--- Supplied records ---
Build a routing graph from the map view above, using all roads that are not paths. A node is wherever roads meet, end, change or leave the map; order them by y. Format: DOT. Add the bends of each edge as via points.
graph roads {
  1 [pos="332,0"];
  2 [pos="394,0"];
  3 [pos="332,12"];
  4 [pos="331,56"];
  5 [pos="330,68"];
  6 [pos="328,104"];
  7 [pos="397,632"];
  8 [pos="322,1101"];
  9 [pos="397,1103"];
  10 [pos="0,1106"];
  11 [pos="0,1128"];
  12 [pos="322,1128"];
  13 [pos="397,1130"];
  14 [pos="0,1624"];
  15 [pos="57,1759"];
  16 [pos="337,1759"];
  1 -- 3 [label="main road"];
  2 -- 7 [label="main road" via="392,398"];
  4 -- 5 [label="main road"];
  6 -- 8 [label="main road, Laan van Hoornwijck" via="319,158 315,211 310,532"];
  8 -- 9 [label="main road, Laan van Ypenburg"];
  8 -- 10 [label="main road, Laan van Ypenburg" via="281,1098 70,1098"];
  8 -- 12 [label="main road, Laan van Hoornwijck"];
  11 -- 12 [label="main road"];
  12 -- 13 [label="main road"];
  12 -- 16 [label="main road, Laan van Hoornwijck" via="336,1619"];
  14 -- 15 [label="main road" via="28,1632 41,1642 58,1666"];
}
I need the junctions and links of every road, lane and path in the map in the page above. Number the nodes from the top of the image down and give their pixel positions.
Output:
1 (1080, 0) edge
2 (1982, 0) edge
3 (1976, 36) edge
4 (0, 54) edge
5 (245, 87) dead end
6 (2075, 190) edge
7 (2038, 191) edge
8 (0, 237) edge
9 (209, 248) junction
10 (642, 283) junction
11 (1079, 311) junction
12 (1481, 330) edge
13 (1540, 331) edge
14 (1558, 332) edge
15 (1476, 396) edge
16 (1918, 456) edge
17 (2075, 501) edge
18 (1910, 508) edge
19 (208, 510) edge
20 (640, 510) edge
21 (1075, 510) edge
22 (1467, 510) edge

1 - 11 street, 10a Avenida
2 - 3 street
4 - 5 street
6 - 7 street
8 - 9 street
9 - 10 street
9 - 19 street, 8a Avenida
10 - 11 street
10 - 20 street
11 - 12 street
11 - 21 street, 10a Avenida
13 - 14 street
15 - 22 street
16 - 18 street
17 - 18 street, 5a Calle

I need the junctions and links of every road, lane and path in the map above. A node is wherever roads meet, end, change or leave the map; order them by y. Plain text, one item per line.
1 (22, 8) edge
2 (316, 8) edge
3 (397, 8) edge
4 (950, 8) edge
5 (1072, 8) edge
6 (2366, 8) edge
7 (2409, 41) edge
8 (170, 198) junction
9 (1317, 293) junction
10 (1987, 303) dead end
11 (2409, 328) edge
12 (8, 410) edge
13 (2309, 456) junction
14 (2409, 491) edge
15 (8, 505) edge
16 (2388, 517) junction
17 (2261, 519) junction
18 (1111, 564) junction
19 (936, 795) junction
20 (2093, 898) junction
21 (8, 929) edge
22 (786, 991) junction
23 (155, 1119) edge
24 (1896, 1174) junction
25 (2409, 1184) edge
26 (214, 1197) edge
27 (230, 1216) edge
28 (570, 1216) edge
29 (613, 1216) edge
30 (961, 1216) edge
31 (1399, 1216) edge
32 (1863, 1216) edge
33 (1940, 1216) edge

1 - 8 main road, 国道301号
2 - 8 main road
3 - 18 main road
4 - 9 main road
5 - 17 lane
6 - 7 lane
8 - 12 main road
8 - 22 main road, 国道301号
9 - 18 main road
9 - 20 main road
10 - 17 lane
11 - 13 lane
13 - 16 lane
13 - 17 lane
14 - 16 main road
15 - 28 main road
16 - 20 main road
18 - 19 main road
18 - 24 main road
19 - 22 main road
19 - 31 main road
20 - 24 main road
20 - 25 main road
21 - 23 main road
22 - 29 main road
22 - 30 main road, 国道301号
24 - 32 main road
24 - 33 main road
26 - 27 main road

--- What you will do ---
Reproduce the data verbatim, line for line.

--- Response to this exercise ---
Build a routing graph from the map view above, using all roads that are not paths. A node is wherever roads meet, end, change or leave the map; order them by y. Format: DOT. Add the bends of each edge as via points.
graph roads {
  1 [pos="332,0"];
  2 [pos="394,0"];
  3 [pos="332,12"];
  4 [pos="331,56"];
  5 [pos="330,68"];
  6 [pos="328,104"];
  7 [pos="397,632"];
  8 [pos="322,1101"];
  9 [pos="397,1103"];
  10 [pos="0,1106"];
  11 [pos="0,1128"];
  12 [pos="322,1128"];
  13 [pos="397,1130"];
  14 [pos="0,1624"];
  15 [pos="57,1759"];
  16 [pos="337,1759"];
  1 -- 3 [label="main road"];
  2 -- 7 [label="main road" via="392,398"];
  4 -- 5 [label="main road"];
  6 -- 8 [label="main road, Laan van Hoornwijck" via="319,158 315,211 310,532"];
  8 -- 9 [label="main road, Laan van Ypenburg"];
  8 -- 10 [label="main road, Laan van Ypenburg" via="281,1098 70,1098"];
  8 -- 12 [label="main road, Laan van Hoornwijck"];
  11 -- 12 [label="main road"];
  12 -- 13 [label="main road"];
  12 -- 16 [label="main road, Laan van Hoornwijck" via="336,1619"];
  14 -- 15 [label="main road" via="28,1632 41,1642 58,1666"];
}
I need the junctions and links of every road, lane and path in the map in the page above. Number the nodes from the top of the image down and give their pixel positions.
Output:
1 (1080, 0) edge
2 (1982, 0) edge
3 (1976, 36) edge
4 (0, 54) edge
5 (245, 87) dead end
6 (2075, 190) edge
7 (2038, 191) edge
8 (0, 237) edge
9 (209, 248) junction
10 (642, 283) junction
11 (1079, 311) junction
12 (1481, 330) edge
13 (1540, 331) edge
14 (1558, 332) edge
15 (1476, 396) edge
16 (1918, 456) edge
17 (2075, 501) edge
18 (1910, 508) edge
19 (208, 510) edge
20 (640, 510) edge
21 (1075, 510) edge
22 (1467, 510) edge

1 - 11 street, 10a Avenida
2 - 3 street
4 - 5 street
6 - 7 street
8 - 9 street
9 - 10 street
9 - 19 street, 8a Avenida
10 - 11 street
10 - 20 street
11 - 12 street
11 - 21 street, 10a Avenida
13 - 14 street
15 - 22 street
16 - 18 street
17 - 18 street, 5a Calle

I need the junctions and links of every road, lane and path in the map above. A node is wherever roads meet, end, change or leave the map; order them by y. Plain text, one item per line.
1 (22, 8) edge
2 (316, 8) edge
3 (397, 8) edge
4 (950, 8) edge
5 (1072, 8) edge
6 (2366, 8) edge
7 (2409, 41) edge
8 (170, 198) junction
9 (1317, 293) junction
10 (1987, 303) dead end
11 (2409, 328) edge
12 (8, 410) edge
13 (2309, 456) junction
14 (2409, 491) edge
15 (8, 505) edge
16 (2388, 517) junction
17 (2261, 519) junction
18 (1111, 564) junction
19 (936, 795) junction
20 (2093, 898) junction
21 (8, 929) edge
22 (786, 991) junction
23 (155, 1119) edge
24 (1896, 1174) junction
25 (2409, 1184) edge
26 (214, 1197) edge
27 (230, 1216) edge
28 (570, 1216) edge
29 (613, 1216) edge
30 (961, 1216) edge
31 (1399, 1216) edge
32 (1863, 1216) edge
33 (1940, 1216) edge

1 - 8 main road, 国道301号
2 - 8 main road
3 - 18 main road
4 - 9 main road
5 - 17 lane
6 - 7 lane
8 - 12 main road
8 - 22 main road, 国道301号
9 - 18 main road
9 - 20 main road
10 - 17 lane
11 - 13 lane
13 - 16 lane
13 - 17 lane
14 - 16 main road
15 - 28 main road
16 - 20 main road
18 - 19 main road
18 - 24 main road
19 - 22 main road
19 - 31 main road
20 - 24 main road
20 - 25 main road
21 - 23 main road
22 - 29 main road
22 - 30 main road, 国道301号
24 - 32 main road
24 - 33 main road
26 - 27 main road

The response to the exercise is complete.